I mean no judgment on mothers or parents in general, and if that’s how this feels, I’m sorry. It’s not my intention. Many people I know are parents and I admire all of them deeply for their love and the children they’ve brought to this world. This isn’t about them or their choice to have children.
This is about my choice.
For me, I don’t think I can have children of my own. Not in confidence that I won’t pass along my pains, or bring them into a world that has no guarantee of getting better. I’m terrified of screwing my children up. By not knowing anything about their future lives because I’ve only been living in my present one. I’m afraid of being blamed later for things I didn’t prepare them for when they were younger.
And I’m selfish.
I’ve been single so long, I’m now valuing my independence and freedom more than ever. And I expect those are things that would disappear once I had children.
But when I’m home, just being in my own space and doing normal mundane tasks, I get a flash of regret and sadness. I think of my own space and the children who won’t be in it. I think of the many reasons I’ll regret not having children.

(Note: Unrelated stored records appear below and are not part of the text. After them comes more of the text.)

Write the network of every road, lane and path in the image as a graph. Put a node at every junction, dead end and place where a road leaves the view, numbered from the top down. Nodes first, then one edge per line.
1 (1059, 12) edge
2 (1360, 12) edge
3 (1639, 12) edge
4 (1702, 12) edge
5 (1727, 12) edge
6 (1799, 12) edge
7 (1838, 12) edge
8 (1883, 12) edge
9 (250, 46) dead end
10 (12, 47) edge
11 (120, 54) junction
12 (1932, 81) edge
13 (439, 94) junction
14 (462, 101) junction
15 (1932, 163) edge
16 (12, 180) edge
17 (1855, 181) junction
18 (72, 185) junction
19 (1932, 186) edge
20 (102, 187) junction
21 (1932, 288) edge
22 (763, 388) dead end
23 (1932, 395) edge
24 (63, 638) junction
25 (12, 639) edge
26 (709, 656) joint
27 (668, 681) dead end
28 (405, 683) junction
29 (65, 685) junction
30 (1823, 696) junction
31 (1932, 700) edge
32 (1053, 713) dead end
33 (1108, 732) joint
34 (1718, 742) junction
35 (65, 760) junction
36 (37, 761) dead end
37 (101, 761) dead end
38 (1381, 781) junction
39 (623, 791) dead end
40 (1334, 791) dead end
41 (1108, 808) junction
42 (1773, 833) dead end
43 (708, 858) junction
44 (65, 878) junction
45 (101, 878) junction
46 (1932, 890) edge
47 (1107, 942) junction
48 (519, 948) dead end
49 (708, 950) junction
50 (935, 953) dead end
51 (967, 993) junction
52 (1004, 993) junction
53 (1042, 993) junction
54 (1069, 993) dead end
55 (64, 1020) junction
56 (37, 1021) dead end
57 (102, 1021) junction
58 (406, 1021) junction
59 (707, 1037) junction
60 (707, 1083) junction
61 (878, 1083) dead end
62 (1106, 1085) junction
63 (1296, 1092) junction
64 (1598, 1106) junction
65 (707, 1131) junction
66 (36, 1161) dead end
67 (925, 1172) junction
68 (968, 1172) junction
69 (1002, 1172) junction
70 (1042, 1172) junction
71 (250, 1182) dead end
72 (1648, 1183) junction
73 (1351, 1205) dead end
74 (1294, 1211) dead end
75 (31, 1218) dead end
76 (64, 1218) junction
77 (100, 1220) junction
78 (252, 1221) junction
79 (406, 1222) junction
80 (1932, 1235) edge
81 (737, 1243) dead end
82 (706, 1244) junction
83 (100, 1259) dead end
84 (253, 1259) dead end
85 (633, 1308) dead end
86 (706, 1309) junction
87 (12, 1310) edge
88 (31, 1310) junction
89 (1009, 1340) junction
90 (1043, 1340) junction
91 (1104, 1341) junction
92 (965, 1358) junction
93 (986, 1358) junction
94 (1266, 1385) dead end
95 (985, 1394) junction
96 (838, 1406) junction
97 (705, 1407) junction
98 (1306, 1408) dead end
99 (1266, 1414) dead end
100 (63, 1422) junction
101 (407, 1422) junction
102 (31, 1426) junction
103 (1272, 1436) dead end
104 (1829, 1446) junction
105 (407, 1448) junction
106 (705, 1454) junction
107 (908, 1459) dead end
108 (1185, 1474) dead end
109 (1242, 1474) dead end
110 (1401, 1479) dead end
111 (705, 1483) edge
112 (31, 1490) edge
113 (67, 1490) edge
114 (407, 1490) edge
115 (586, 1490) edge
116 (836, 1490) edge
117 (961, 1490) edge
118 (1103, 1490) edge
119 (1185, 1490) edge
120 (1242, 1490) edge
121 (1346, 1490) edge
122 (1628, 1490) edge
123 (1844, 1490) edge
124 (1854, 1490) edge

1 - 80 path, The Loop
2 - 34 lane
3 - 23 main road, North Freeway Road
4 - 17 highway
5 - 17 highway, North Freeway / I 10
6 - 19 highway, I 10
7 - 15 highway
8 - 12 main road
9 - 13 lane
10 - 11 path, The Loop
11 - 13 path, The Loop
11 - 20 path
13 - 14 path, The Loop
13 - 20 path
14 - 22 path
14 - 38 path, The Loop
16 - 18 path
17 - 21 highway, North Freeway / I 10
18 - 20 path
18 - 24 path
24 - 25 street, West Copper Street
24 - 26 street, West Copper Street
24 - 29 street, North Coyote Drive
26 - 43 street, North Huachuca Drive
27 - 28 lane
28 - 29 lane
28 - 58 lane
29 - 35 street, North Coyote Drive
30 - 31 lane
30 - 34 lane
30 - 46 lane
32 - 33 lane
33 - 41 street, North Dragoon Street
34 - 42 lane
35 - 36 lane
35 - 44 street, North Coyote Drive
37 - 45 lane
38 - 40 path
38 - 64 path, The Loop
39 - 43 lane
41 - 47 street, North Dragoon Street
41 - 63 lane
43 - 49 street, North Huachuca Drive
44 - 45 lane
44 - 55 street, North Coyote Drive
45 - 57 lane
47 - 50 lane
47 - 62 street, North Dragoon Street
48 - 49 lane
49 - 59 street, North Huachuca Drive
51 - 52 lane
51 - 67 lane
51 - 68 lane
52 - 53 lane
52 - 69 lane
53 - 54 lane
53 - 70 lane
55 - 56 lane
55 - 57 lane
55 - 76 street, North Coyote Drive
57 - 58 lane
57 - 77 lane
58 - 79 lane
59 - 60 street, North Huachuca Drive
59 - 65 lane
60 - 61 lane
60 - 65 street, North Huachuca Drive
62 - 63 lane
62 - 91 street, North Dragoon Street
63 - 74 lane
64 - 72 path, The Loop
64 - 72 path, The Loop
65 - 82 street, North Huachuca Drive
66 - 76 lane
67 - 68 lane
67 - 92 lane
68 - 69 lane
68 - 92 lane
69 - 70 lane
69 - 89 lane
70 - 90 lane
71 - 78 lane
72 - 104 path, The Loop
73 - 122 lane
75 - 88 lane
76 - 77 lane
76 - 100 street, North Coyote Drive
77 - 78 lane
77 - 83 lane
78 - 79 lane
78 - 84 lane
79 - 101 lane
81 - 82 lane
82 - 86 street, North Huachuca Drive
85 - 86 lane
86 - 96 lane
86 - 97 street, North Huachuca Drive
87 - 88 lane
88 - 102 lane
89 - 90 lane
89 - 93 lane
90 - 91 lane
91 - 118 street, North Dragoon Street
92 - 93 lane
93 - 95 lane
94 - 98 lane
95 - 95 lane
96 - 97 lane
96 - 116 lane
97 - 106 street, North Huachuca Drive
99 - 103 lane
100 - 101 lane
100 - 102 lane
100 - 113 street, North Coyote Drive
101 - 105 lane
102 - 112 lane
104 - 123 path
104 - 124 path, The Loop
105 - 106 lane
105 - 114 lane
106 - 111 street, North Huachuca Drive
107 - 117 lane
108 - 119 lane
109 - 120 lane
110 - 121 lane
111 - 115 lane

I won’t get to pass on the recipes I learned to make when living in China.
I’ll never get to tell them the stories of my adventures and how they’ve changed me.
I’ll never get to take them on those same adventures.
I’ll never get to teach them how to be loving, empathetic, and helpful toward others.
I won’t get to show them how to cook bacon and eggs with chopsticks.
I won’t get to share big breakfasts with them on Sundays.
I won’t get to take them to Disneyworld so we can ride Splash Mountain 12 times.
I won’t get to teach them how to cartwheel or do headstands.
They won’t make sandcastles on the beach or feel the ocean waves at their feet.
I won’t get to bake batches of cookies with them using the family recipe.
I won’t get to see them grow up and do amazing things or see how they change the world.
I won’t have anyone to leave my own legacy to.
I won’t get to lay in bed with them and read them bedtime stories.
I won’t get to hold them when they cry or tell them how much I love them.
They won’t get to call my mom and dad, Nana and Papa.
I won’t get to see the look in my parents’ eyes when they become grandparents again.
I won’t see my parents play with their grandchildren, or rock them to sleep.
To me, the last three reasons are the most upsetting of all. They’re the ones that keep me up at night and make me feel guilty for not wanting children.
I romanticize the sweetness I’ll see in the eyes of my parents when they become Nana and Papa to my hypothetical children. I weep when I imagine the loving stares from my mother and father shining down on my children. How those beautiful moments won’t come to pass.
In that sadness and regret, it’s not enough for me to change my mind. At least not right now. Maybe someone will come along and we’ll have children because we know it’s right. Maybe I’ll find someone who won’t want children at all.
Only circumstance and time will determine that now.